Amazon operates three overlapping businesses that share infrastructure but generate very different economics. AWS is the cloud platform: infrastructure as a service, machine learning tooling, and database services. The advertising business monetises Amazon's purchase-intent data, placing it among the three largest digital ad platforms globally. And then there is everything else: the two-sided retail marketplace, Prime subscriptions, fulfillment and logistics, grocery, healthcare, and a device ecosystem.
The confusion about Amazon's value stems from how it reports. Revenue consolidation obscures the margin composition. A dollar of AWS revenue and a dollar of first-party retail revenue look identical on the top line. Below the line, they are not. AWS operates at margins above 35%. First-party retail barely breaks even. The blended 11.2% operating margin structurally understates the quality of the underlying profit engine.
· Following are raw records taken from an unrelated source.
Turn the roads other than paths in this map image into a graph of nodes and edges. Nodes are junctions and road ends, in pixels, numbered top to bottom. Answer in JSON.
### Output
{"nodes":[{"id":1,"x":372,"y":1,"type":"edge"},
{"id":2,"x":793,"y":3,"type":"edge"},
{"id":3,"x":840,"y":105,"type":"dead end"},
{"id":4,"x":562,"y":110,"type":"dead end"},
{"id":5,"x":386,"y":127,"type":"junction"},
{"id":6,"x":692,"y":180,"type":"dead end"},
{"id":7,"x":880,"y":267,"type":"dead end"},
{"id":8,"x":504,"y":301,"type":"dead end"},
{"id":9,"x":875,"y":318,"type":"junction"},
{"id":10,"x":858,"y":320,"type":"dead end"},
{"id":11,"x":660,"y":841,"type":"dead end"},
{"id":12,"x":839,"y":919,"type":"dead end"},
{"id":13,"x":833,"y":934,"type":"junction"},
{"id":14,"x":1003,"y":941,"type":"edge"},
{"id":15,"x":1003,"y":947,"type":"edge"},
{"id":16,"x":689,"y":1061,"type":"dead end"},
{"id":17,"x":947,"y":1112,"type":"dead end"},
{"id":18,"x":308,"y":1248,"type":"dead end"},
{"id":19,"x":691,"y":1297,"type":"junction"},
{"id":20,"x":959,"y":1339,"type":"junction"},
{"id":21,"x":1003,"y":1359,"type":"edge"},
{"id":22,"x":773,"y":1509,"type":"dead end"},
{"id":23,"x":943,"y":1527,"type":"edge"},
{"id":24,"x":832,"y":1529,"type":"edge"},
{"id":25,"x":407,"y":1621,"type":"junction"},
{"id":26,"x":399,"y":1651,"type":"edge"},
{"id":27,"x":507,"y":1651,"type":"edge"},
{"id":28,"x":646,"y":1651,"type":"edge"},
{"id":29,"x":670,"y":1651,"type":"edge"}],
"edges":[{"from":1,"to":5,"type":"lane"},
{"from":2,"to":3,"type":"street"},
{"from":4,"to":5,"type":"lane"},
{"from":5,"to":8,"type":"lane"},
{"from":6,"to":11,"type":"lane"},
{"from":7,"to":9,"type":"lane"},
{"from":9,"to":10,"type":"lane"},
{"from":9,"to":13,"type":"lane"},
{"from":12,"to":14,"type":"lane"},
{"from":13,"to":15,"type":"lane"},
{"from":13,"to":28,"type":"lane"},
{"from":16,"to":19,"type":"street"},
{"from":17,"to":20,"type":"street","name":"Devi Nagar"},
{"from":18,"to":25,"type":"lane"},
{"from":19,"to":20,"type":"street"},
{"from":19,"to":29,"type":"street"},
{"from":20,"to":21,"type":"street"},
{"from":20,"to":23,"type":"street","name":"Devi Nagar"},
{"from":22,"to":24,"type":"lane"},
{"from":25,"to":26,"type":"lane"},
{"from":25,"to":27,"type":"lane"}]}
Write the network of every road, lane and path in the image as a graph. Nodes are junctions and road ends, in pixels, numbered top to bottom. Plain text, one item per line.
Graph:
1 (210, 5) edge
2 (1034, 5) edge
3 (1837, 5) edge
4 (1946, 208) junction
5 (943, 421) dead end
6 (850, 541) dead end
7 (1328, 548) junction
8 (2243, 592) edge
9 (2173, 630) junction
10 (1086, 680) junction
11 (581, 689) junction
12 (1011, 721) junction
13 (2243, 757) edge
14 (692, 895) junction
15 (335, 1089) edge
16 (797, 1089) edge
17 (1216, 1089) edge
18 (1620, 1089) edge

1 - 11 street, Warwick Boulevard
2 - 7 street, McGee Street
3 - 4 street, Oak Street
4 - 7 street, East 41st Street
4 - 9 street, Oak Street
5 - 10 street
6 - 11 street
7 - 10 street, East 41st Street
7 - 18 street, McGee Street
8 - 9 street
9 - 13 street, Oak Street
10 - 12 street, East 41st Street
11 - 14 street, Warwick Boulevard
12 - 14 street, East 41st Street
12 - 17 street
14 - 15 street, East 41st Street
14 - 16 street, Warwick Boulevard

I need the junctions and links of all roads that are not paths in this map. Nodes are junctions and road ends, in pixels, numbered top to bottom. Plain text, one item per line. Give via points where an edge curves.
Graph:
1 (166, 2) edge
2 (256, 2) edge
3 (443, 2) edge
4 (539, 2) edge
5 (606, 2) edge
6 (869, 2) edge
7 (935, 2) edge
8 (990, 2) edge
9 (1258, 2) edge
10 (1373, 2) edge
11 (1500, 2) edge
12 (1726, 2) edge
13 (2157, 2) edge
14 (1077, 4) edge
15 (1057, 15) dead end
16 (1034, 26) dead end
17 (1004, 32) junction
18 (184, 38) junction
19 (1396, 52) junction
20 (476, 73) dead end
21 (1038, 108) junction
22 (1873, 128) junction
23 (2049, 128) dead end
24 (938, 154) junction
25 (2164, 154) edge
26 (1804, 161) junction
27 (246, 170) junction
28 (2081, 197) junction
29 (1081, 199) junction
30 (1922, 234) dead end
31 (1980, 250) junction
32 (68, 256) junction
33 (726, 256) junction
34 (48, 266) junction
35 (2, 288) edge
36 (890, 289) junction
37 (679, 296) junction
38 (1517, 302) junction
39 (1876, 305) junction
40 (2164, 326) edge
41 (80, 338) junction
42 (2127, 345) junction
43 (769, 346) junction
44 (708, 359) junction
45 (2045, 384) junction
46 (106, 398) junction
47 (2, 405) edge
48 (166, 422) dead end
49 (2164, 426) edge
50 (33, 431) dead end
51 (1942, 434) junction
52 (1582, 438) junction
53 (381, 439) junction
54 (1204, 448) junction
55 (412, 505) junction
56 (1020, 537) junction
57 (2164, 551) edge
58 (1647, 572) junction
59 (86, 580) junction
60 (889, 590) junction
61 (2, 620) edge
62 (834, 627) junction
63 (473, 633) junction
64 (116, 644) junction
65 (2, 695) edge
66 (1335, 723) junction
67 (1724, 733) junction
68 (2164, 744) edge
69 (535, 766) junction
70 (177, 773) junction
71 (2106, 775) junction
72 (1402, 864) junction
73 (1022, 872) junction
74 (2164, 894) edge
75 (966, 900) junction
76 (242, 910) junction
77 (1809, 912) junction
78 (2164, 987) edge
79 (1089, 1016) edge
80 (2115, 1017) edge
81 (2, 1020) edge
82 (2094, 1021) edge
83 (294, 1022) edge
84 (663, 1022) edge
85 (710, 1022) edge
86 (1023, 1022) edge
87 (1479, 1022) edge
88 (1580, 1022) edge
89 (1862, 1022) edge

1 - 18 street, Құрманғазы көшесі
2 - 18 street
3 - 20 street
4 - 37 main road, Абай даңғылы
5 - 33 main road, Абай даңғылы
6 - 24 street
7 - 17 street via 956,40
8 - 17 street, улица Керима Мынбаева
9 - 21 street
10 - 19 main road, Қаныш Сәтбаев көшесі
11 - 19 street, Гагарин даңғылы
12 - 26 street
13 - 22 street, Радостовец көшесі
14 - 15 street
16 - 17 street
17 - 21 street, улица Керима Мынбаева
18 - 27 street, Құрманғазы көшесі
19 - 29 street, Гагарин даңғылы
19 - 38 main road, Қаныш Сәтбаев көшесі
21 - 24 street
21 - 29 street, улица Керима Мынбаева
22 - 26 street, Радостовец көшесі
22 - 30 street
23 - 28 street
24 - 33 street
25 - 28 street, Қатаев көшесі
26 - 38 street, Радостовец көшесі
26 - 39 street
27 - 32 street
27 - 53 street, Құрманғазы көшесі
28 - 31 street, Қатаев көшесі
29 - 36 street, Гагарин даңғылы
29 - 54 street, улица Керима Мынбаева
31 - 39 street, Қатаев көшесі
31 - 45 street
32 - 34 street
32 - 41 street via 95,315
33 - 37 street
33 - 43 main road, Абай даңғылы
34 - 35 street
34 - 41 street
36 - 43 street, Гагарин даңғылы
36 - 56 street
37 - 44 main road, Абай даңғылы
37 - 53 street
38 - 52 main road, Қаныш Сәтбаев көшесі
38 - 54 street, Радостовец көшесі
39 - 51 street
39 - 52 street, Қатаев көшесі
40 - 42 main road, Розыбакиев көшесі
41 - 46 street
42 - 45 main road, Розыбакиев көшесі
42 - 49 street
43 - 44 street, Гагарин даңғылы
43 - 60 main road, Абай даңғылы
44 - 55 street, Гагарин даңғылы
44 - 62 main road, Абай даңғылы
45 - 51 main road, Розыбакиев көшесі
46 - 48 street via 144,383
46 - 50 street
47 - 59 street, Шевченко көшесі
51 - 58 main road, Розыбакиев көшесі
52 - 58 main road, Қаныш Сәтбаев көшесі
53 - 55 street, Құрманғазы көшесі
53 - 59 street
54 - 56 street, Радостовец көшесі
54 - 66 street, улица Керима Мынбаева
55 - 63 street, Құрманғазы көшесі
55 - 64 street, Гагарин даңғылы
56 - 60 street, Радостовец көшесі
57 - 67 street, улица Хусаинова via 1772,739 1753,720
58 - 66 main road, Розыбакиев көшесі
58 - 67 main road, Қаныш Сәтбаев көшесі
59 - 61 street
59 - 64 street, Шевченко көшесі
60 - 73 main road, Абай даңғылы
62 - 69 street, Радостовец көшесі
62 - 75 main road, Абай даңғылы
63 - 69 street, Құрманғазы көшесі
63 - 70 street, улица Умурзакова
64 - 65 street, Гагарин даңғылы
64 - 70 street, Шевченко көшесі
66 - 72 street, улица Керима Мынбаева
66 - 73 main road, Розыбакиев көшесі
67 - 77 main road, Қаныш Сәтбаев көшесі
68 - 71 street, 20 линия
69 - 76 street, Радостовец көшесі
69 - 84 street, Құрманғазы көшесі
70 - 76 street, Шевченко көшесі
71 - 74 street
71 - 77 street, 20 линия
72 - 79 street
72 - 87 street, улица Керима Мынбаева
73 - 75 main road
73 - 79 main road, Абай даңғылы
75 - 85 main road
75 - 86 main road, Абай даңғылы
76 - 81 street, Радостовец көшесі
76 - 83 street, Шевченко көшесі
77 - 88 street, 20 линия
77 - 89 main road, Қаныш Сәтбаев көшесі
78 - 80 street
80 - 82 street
In 2022, Amazon posted a net loss of $2.7 billion. The culprit was a Rivian investment write-down and the aftermath of pandemic-era overbuilding. Headcount surged during COVID and costs followed. The company spent 2023 and 2024 cutting, restructuring, and refocusing on where returns were actually being earned. The operational cleanup was thorough and fast.
The result is a business that added $55 billion in annual operating income between 2022 and 2025. That number deserves more attention than it currently receives.